For any agent that causes ILD, and specifically these antibody-drug conjugates, we have to keep in mind that about half of the patients will not see any improvement in ILD [once it develops], so this will be the new baseline. A small percentage of patients [will] unfortunately die, but hopefully with catching this early and intervening early, we won’t see any further death from this complication.

Traina: If I suspect that a patient has interstitial lung disease, maybe an incidental finding on their routine imaging, where they are clinically symptomatic with dyspnea, cough, or fevers, I am inclined to involve pulmonary quite early in that disease course.
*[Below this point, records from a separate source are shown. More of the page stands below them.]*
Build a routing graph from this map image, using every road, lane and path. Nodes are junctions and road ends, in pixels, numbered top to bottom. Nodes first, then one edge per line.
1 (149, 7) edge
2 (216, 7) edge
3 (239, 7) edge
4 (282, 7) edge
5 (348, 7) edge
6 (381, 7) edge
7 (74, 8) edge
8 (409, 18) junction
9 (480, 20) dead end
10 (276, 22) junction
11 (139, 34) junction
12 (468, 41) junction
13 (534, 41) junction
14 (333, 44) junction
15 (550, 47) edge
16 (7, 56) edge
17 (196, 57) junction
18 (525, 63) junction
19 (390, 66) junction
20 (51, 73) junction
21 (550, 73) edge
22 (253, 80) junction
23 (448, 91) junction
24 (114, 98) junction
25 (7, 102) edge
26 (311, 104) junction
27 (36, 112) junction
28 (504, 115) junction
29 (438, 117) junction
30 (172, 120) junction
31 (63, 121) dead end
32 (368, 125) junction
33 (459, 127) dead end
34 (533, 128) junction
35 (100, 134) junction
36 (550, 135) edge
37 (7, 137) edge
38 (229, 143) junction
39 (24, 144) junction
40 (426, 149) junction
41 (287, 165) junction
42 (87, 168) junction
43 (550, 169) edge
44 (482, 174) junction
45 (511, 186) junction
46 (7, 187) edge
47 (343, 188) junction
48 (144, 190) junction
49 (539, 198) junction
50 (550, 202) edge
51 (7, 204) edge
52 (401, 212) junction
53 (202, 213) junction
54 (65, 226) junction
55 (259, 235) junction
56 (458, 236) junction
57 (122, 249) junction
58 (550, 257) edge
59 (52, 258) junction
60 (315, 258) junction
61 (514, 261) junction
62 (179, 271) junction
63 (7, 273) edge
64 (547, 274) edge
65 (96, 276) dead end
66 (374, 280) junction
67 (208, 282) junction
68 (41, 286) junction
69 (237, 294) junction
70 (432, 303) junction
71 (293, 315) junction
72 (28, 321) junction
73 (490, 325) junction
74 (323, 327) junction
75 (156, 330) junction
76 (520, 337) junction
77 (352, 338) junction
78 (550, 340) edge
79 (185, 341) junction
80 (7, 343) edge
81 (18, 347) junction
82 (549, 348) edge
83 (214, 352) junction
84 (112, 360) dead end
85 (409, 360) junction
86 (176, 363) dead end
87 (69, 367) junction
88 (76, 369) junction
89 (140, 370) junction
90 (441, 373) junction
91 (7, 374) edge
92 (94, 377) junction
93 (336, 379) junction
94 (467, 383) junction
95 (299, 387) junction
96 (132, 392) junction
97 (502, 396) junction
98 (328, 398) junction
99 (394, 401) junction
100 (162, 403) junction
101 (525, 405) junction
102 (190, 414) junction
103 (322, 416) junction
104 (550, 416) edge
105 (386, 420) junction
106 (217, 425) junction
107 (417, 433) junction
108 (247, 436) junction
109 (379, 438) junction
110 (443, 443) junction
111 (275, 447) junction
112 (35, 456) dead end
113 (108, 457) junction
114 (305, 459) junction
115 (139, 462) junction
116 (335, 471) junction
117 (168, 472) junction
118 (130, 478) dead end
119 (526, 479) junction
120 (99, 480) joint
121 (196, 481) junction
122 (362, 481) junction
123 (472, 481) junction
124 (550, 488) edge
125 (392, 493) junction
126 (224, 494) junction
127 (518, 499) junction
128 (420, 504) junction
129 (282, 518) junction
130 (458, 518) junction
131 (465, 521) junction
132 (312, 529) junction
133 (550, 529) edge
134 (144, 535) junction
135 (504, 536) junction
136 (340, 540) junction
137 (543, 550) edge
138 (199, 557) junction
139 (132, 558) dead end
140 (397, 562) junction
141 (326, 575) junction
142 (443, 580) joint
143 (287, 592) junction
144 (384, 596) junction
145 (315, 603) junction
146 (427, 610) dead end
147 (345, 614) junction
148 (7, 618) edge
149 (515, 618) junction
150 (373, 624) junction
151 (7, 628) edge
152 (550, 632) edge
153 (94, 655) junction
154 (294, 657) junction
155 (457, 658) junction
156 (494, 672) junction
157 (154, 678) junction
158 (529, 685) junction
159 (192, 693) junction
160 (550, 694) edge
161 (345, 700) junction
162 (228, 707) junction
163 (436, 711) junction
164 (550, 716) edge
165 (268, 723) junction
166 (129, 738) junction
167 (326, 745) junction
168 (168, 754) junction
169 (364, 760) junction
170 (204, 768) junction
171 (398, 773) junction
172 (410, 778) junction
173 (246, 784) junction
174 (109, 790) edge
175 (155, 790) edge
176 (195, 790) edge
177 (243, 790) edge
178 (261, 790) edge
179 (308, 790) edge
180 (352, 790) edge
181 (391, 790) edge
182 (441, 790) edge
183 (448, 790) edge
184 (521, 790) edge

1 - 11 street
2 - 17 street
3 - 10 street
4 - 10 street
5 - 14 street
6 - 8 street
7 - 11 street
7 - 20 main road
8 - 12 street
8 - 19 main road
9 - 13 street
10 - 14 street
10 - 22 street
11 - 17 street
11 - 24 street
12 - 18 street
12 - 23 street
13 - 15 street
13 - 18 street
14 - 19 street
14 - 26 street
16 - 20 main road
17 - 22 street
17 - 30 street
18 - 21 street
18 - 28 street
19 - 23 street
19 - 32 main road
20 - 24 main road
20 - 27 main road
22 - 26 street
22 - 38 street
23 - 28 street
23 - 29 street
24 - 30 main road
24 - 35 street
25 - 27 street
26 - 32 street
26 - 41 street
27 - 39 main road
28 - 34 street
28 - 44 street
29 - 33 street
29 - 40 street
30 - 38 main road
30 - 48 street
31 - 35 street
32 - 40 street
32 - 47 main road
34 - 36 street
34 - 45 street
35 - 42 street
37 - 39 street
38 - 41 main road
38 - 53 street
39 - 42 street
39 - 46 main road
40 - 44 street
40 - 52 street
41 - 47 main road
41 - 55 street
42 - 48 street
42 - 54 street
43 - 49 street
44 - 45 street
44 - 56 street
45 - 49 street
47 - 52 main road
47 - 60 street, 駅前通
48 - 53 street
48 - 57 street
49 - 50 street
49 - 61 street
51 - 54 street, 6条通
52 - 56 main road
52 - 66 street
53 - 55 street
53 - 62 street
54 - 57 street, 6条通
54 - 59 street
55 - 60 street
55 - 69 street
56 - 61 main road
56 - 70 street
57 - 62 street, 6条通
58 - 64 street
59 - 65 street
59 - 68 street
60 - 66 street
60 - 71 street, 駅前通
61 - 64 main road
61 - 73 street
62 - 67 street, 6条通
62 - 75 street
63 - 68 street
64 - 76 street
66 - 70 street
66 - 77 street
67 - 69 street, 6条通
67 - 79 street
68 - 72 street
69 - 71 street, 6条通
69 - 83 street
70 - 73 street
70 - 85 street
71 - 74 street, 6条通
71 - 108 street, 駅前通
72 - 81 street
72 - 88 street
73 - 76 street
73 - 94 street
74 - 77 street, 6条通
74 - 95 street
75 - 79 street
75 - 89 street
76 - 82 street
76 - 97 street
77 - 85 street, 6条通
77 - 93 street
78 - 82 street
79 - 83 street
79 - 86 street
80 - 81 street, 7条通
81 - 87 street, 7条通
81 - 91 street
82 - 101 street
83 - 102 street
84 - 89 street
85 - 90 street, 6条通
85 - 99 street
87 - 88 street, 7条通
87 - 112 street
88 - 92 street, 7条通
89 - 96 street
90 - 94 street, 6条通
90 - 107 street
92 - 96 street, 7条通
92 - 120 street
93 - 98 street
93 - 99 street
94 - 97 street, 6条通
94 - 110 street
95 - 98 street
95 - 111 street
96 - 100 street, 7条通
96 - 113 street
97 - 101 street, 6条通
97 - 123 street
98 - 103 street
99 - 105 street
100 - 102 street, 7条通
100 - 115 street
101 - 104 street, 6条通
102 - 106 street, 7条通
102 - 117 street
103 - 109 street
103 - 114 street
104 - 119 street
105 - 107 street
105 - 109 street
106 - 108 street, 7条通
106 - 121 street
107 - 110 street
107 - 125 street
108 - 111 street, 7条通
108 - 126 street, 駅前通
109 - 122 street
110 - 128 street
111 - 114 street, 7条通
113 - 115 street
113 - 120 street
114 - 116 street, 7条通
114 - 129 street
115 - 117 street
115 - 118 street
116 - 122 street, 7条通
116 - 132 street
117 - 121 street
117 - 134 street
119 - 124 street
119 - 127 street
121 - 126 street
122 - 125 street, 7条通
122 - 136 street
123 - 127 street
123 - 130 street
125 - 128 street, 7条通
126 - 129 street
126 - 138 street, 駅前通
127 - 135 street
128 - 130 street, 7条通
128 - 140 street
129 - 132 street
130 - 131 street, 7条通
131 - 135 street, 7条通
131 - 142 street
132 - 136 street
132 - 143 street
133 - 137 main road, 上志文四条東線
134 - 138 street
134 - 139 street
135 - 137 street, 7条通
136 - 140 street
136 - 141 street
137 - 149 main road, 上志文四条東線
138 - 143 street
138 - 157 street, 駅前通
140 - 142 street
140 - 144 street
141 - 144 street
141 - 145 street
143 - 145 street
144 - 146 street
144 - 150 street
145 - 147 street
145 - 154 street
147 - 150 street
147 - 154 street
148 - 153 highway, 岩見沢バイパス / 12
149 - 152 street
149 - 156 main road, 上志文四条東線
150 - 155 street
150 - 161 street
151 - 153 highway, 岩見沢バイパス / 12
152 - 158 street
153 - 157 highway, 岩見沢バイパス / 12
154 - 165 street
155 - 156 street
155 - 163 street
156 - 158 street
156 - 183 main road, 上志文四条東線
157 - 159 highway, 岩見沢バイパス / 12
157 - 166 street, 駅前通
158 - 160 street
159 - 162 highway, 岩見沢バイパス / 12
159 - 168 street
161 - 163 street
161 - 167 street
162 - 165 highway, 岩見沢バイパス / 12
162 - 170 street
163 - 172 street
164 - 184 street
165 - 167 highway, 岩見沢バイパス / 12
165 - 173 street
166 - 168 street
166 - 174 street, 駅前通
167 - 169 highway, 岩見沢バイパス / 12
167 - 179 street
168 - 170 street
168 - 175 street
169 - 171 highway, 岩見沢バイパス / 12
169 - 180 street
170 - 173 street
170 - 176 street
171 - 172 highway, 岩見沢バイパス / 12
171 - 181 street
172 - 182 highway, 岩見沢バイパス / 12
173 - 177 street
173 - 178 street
The first step in managing the ILD symptoms is discontinuing the offending agent, so hold therapy. Then depending on the grade and whether a patient is asymptomatic or not, there are guidelines for instituting systemic steroids to reduce that inflammation. A steroid taper needs to be quite slow and over a period of several weeks, even as far as 4 weeks on steroids, to see improvement in symptoms.
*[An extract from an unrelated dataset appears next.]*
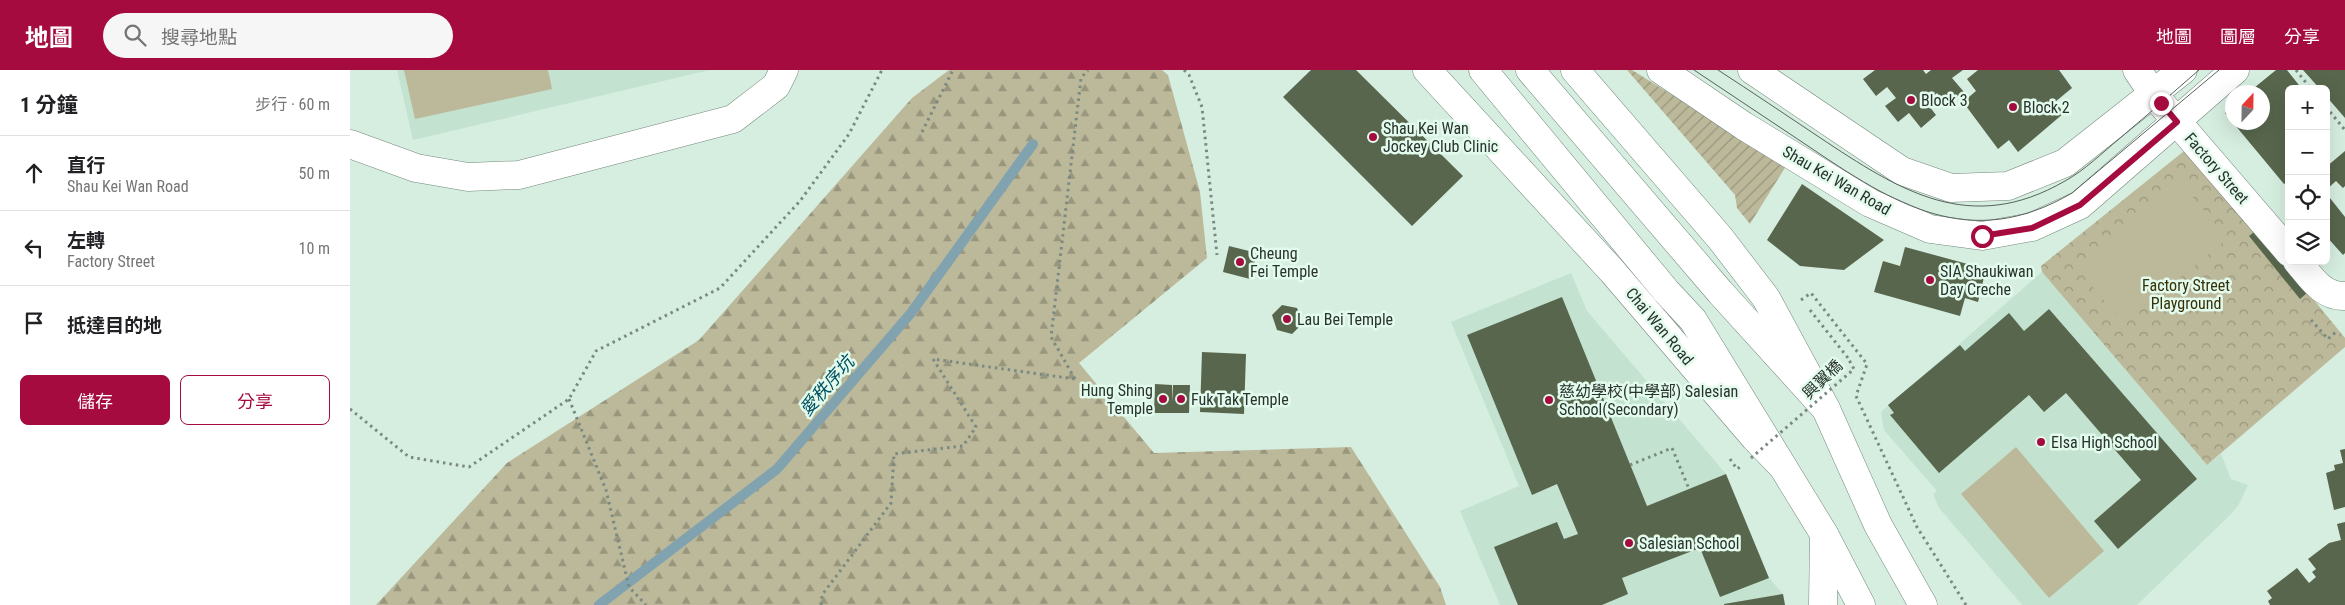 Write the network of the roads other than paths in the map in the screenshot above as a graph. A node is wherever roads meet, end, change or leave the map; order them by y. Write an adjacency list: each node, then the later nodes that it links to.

Changes in imaging can take even longer. A grade 1 ILD could present with an asymptomatic patient with only some ground glass opacity seen on imaging and you can take a long period of time for that imaging to resolve. Nevertheless, the recommendations would be to hold drug.
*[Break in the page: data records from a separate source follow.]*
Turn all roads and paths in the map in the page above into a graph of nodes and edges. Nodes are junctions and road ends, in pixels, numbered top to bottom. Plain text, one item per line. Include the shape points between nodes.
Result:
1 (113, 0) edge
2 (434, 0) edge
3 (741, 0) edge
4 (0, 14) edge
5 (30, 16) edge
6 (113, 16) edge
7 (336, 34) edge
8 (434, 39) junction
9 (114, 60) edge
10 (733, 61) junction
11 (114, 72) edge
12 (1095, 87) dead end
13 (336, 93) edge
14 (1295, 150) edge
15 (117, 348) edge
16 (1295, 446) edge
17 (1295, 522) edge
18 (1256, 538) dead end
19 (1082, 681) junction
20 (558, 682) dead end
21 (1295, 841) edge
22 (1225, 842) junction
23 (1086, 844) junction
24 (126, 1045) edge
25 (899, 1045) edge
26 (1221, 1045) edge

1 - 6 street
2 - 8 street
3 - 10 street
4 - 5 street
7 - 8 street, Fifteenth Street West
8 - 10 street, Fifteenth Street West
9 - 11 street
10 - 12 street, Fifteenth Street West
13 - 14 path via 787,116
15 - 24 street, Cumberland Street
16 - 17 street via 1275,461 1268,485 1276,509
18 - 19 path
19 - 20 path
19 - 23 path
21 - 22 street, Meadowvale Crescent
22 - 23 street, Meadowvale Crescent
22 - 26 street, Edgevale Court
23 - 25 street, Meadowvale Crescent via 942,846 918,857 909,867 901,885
Discussing Benefits and Risks of Treatment With Patients

OncLive^®: How do you discuss the benefits and potential risks of treatment with your patients?

Traina: As we face later and later lines of therapy for patients with advanced HER2-positive metastatic breast cancer, we’ve been looking for drugs that could really change the natural history and improve the outcomes for these patients.

Our institution participated in the very early and most recent studies with trastuzumab deruxtecan, and I have treated patients with this really powerful agent. One of the most impressive takeaways is the incredible responses seen and the efficacy of this drug in patients that were heavily pretreated for HER2-positive metastatic disease. To have a drug like trastuzumab deruxtecan that has clearly shown benefit with tremendous response rates, progression-free survival, and really compelling data, is a wonderful benefit for our patients.

When we take on the potential risk of interstitial lung disease, we need to have that conversation with our patients around risk/benefit balance. Patients have been symptomatically improved with the use of this drug when their cancer is under better control and looking at all of the data in its totality, having trastuzumab deruxtecan is 1 of the drugs I can offer my patients in a later line setting is a huge advantage.

Taking a look at the data in its totality, having a drug that has such clinical benefit for patients in later lines of HER2-postive metastatic breast cancer, that benefit seems to outweigh the small potential risk of interstitial lung disease.

It’s important to have these conversations together with our patients so that they’re aware of the potential risks, but also the tremendous benefit from having an active agent. We are all the better for having this drug available to our patients who have seen a number of prior lines of therapy.